[Start of Attachment]

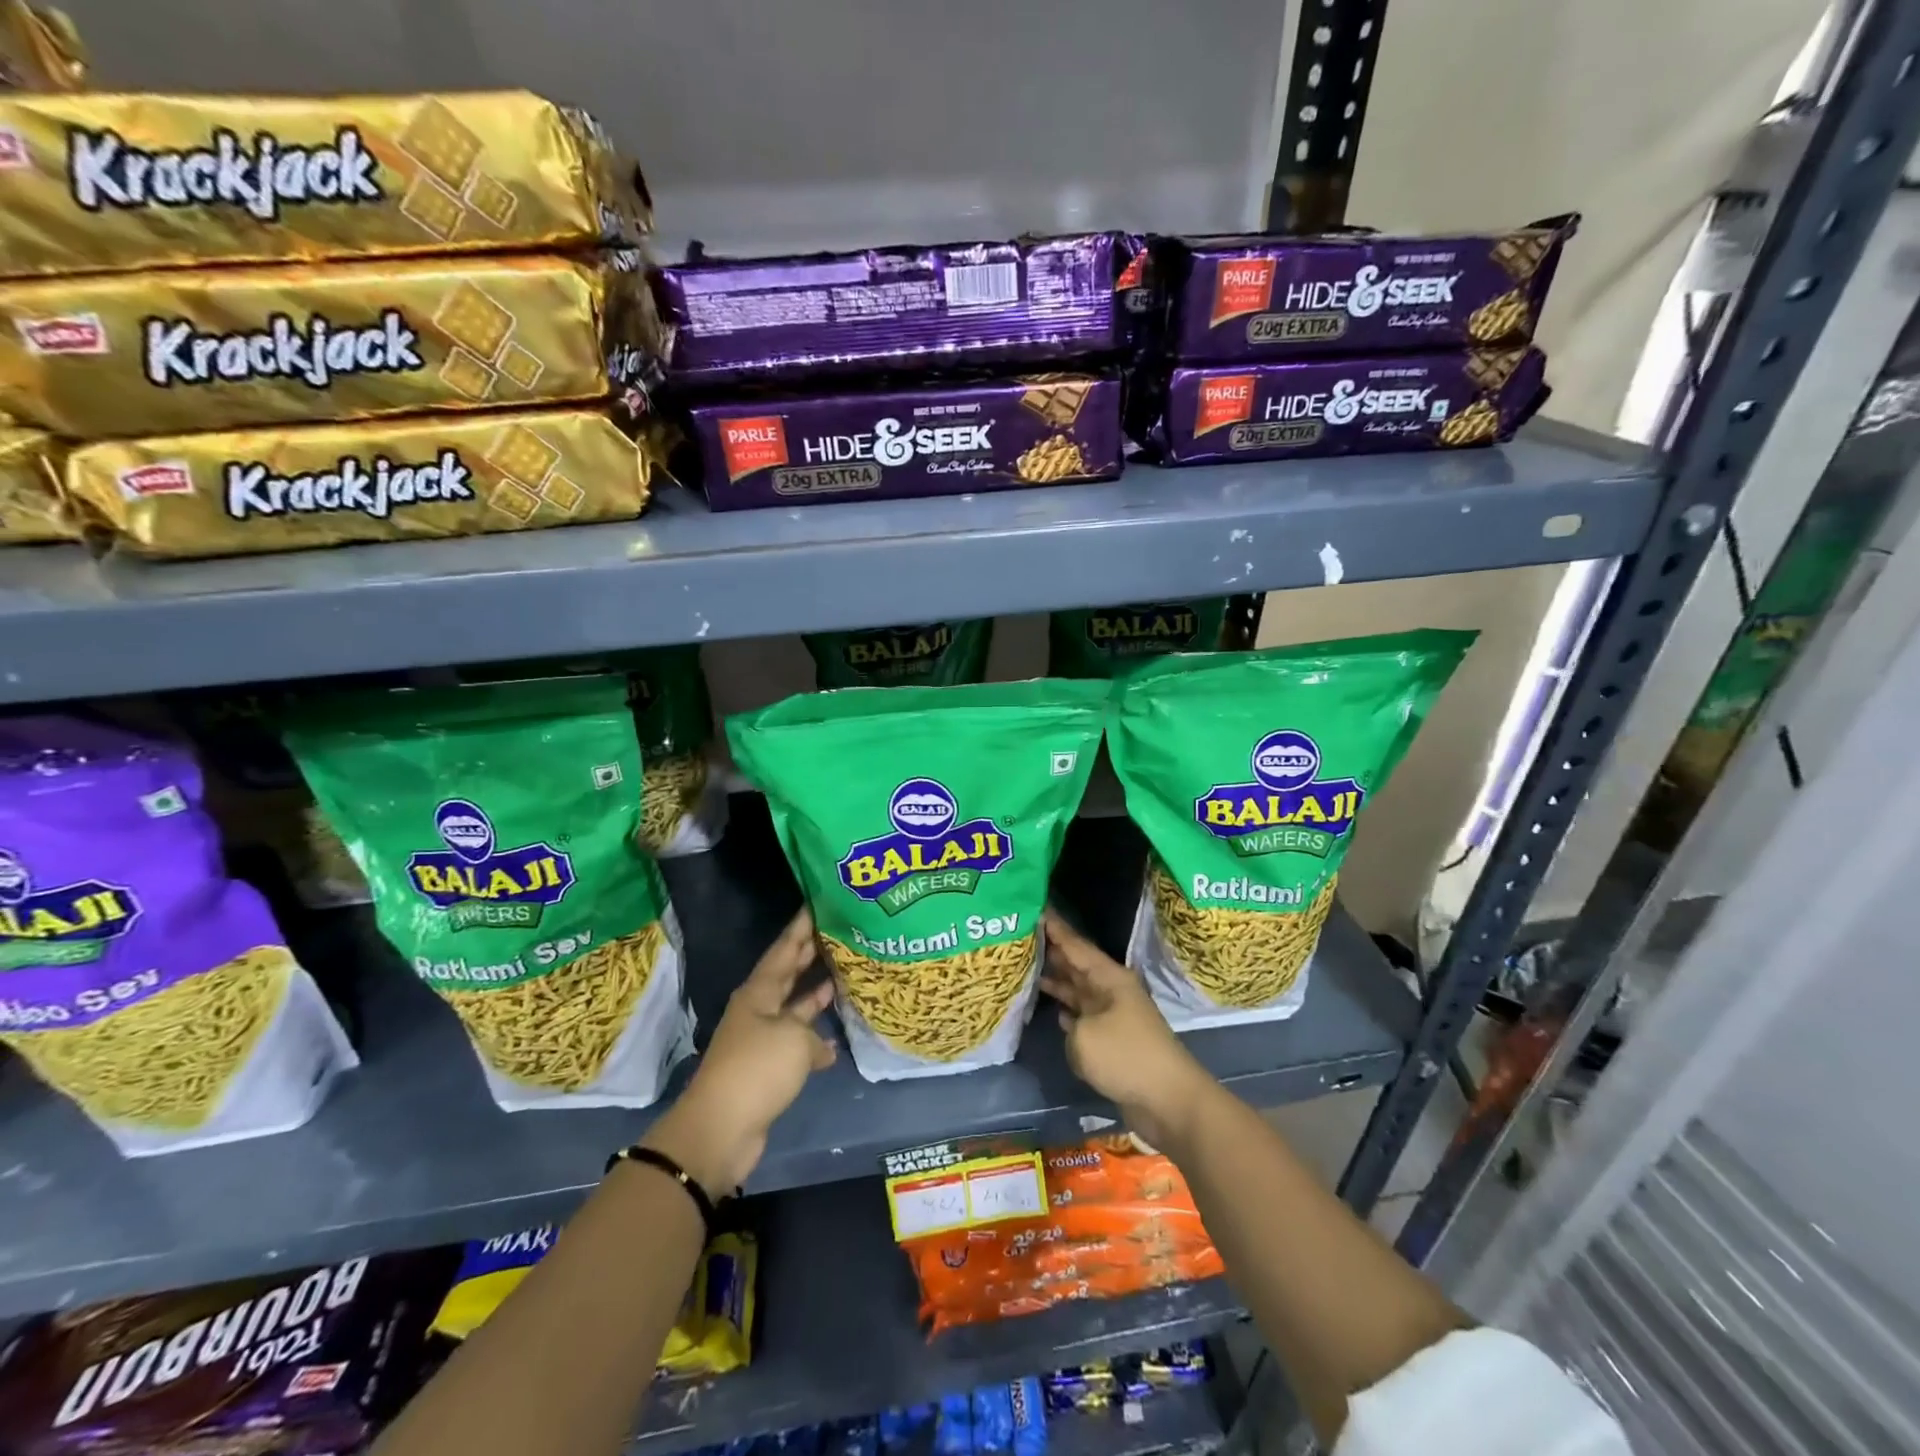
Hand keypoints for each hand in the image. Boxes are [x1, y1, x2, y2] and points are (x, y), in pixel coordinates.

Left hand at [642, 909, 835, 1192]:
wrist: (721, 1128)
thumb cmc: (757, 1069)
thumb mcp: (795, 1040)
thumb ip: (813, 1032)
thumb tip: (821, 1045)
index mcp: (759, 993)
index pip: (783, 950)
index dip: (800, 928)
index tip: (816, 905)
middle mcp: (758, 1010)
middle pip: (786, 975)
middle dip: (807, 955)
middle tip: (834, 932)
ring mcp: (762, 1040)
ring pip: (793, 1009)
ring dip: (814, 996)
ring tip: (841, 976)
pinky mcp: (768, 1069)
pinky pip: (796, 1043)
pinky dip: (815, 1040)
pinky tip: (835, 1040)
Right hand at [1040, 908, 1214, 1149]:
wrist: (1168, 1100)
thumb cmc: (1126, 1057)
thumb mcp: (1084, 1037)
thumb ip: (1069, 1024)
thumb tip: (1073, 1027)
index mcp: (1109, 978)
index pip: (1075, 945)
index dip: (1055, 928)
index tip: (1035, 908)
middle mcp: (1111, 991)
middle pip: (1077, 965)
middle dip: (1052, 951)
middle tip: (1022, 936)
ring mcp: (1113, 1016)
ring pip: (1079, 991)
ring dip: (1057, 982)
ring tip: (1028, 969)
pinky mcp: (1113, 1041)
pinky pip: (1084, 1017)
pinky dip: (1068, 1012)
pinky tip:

[End of Attachment]

- [Problem details] In the copy, include all records verbatim but no images.

- [Your solution]
Hand keypoints for each hand in the image. Boxes are [x1, y1, x2, y2] and points are (x, y), in pixel coordinates.

Left hand at [642, 909, 835, 1192]:
wrist: (721, 1128)
thumb cmc: (757, 1069)
thumb mcp: (795, 1040)
thumb ip: (813, 1032)
thumb tip: (821, 1045)
index mcp: (759, 993)
index pip: (783, 950)
index dip: (800, 928)
index tip: (816, 905)
middle mcp: (758, 1010)
middle pip: (786, 975)
middle dip: (807, 955)
middle tip: (834, 932)
ring mcp: (762, 1040)
ring pip: (793, 1009)
ring dip: (814, 996)
ring tip: (841, 976)
pinky mcp: (768, 1069)
pinky pip: (796, 1043)
pinky dip: (815, 1040)
pinky tip: (835, 1040)
Right hand at [1040, 908, 1214, 1149]:
wrist: (1168, 1100)
thumb cmc: (1126, 1057)
thumb mcp: (1084, 1037)
thumb ip: (1069, 1024)
thumb tip: (1073, 1027)
index mcp: (1109, 978)
index pip: (1075, 945)
index dip: (1055, 928)
index tip: (1035, 908)
middle mcp: (1111, 991)
middle pip: (1077, 965)
middle dip: (1052, 951)
middle tip: (1022, 936)
ring mcp: (1113, 1016)
ring pip: (1079, 991)
ring dip: (1057, 982)
ring tip: (1028, 969)
pinky mcp: (1113, 1041)
pinky pip: (1084, 1017)
pinky dip: (1068, 1012)
pinky tip:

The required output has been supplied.